Your instructions:
Give back, word for word, only the lines from the opening of the records through the one with "Which roads connect". Pictures stay out.

Provided records:
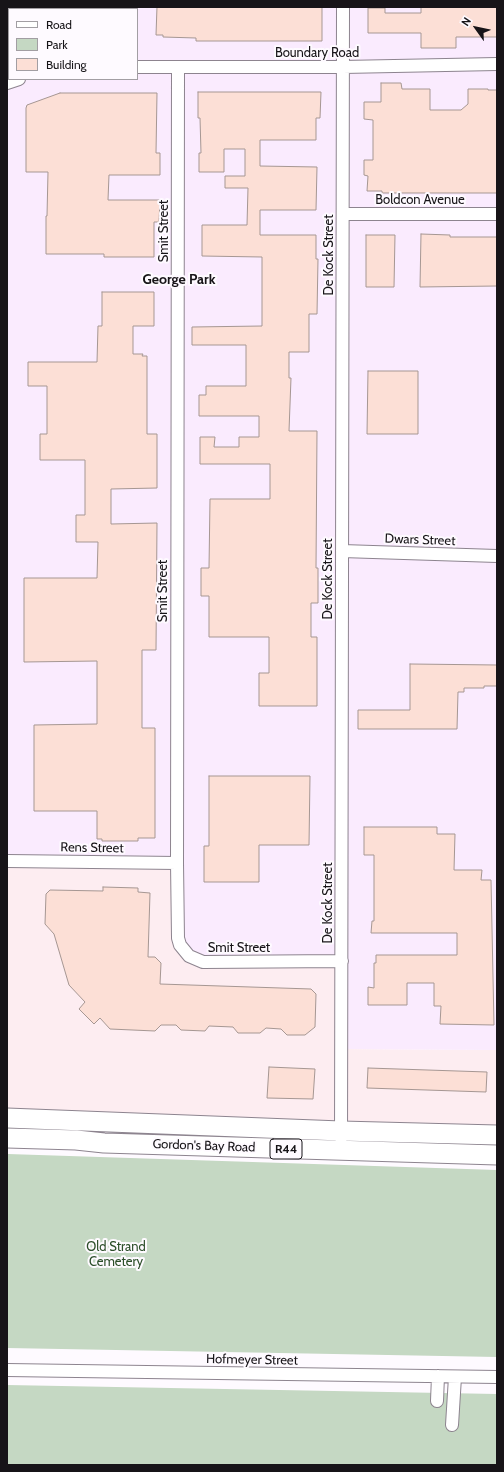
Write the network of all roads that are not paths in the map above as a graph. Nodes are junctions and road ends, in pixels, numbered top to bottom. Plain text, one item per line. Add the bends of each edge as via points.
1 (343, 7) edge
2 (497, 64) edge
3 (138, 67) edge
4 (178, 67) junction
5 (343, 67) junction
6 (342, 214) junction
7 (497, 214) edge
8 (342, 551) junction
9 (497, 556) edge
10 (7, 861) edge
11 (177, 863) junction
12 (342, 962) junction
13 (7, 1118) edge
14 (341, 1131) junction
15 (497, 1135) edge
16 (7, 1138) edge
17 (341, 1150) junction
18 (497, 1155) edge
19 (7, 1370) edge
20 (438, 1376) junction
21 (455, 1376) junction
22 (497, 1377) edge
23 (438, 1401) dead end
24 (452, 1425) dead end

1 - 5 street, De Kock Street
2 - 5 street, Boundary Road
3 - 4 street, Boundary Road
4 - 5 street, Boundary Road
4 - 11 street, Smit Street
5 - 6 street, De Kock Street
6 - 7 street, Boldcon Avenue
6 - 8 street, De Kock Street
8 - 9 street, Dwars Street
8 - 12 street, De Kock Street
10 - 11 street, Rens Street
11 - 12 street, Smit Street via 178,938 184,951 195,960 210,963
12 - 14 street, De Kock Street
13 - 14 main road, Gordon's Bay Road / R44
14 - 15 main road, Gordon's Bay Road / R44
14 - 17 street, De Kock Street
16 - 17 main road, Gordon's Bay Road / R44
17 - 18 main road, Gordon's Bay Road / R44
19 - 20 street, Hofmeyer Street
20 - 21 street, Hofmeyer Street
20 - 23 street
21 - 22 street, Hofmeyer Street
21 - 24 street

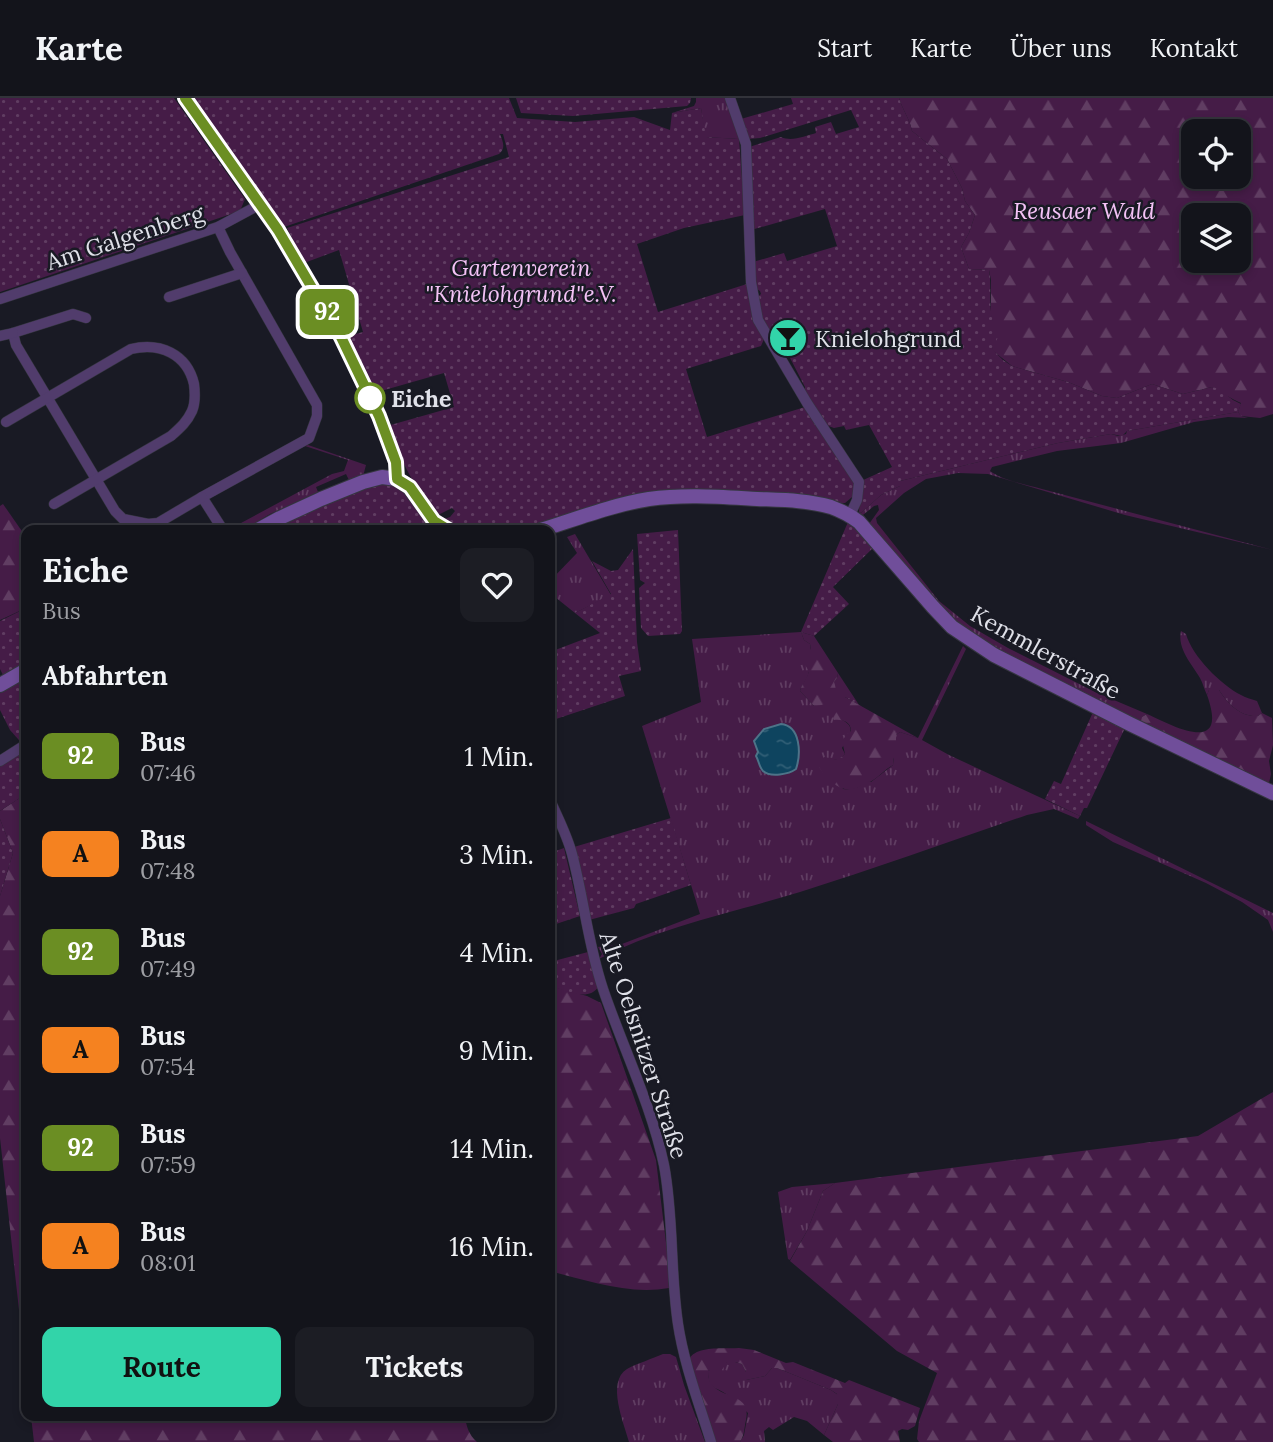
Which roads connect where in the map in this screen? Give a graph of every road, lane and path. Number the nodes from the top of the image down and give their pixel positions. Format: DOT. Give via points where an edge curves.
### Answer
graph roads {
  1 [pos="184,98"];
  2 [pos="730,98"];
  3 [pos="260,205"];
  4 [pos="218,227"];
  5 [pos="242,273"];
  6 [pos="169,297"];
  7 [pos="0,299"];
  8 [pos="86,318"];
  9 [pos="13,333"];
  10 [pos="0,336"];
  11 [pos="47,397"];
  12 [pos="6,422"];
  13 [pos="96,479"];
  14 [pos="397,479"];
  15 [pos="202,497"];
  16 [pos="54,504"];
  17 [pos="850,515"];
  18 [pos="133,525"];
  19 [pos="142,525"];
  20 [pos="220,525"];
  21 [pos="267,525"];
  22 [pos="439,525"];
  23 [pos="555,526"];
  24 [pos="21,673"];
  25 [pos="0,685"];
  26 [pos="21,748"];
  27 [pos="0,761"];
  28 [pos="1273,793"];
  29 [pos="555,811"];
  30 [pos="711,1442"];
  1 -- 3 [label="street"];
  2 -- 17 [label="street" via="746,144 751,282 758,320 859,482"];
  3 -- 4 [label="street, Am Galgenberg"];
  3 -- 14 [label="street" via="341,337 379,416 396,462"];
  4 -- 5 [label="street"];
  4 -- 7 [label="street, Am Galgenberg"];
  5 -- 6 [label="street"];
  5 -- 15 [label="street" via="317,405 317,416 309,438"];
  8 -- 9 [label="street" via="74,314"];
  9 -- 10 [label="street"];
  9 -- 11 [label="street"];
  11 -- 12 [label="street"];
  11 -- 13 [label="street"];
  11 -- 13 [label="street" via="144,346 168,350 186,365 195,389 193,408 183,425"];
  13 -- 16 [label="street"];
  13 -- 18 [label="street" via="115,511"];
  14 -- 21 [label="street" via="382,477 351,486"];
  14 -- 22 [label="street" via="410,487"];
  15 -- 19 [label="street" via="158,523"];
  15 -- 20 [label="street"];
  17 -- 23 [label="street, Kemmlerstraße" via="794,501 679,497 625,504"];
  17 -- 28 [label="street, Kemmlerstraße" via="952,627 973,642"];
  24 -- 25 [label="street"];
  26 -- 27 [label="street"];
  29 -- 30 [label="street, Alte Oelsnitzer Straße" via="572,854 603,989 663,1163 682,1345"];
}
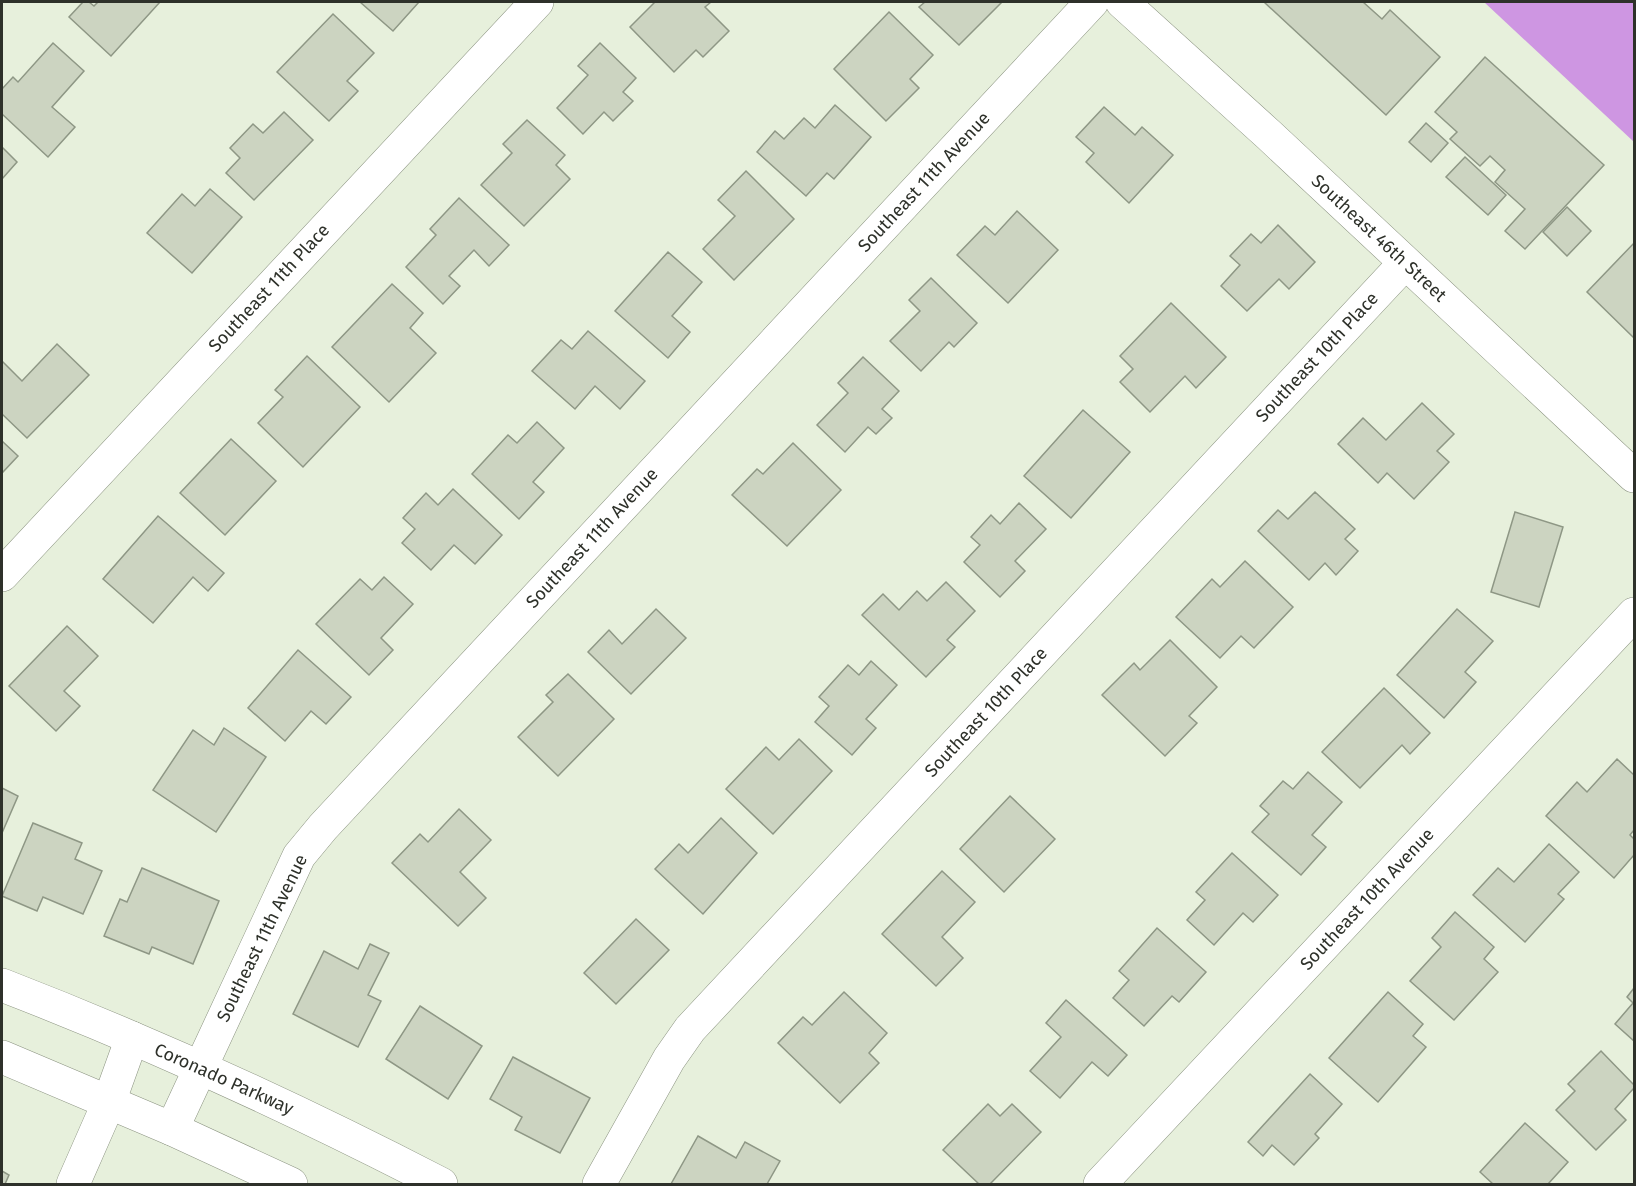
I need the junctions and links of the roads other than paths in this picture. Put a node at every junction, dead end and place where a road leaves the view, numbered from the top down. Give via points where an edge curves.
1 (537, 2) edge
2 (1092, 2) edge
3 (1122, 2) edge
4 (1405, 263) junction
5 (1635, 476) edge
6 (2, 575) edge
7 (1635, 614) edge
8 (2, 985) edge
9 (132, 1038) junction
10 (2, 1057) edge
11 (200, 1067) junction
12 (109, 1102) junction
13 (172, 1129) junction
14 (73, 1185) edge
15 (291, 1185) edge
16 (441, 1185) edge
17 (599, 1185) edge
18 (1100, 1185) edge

Exercise output:
Write the network of all roads that are not paths in the map above as a graph. Nodes are junctions and road ends, in pixels, numbered top to bottom. Plain text, one item per line. Add the bends of each edge as via points.
1 (343, 7) edge
2 (497, 64) edge
3 (138, 67) edge
4 (178, 67) junction
5 (343, 67) junction
6 (342, 214) junction
7 (497, 214) edge
8 (342, 551) junction
9 (497, 556) edge
10 (7, 861) edge
11 (177, 863) junction
12 (342, 962) junction
13 (7, 1118) edge
14 (341, 1131) junction
15 (497, 1135) edge
16 (7, 1138) edge
17 (341, 1150) junction
18 (497, 1155) edge
19 (7, 1370) edge
20 (438, 1376) junction
21 (455, 1376) junction
22 (497, 1377) edge
23 (438, 1401) dead end
24 (452, 1425) dead end

1 - 5 street, De Kock Street
2 - 5 street, Boundary Road
3 - 4 street, Boundary Road
4 - 5 street, Boundary Road
4 - 11 street, Smit Street
5 - 6 street, De Kock Street
6 - 7 street, Boldcon Avenue
6 - 8 street, De Kock Street
8 - 9 street, Dwars Street
8 - 12 street, De Kock Street
10 - 11 street, Rens Street
11 - 12 street, Smit Street via 178,938 184,951 195,960 210,963
12 - 14 street, De Kock Street
13 - 14 main road, Gordon's Bay Road / R44
14 - 15 main road, Gordon's Bay Road / R44
14 - 17 street, De Kock Street
16 - 17 main road, Gordon's Bay Road / R44
17 - 18 main road, Gordon's Bay Road / R44
19 - 20 street, Hofmeyer Street
20 - 21 street, Hofmeyer Street
20 - 23 street
21 - 22 street, Hofmeyer Street
21 - 24 street

Which roads connect where in the map in this screen? Give a graph of every road, lane and path. Number the nodes from the top of the image down and give their pixel positions. Format: DOT. Give via points where an edge curves.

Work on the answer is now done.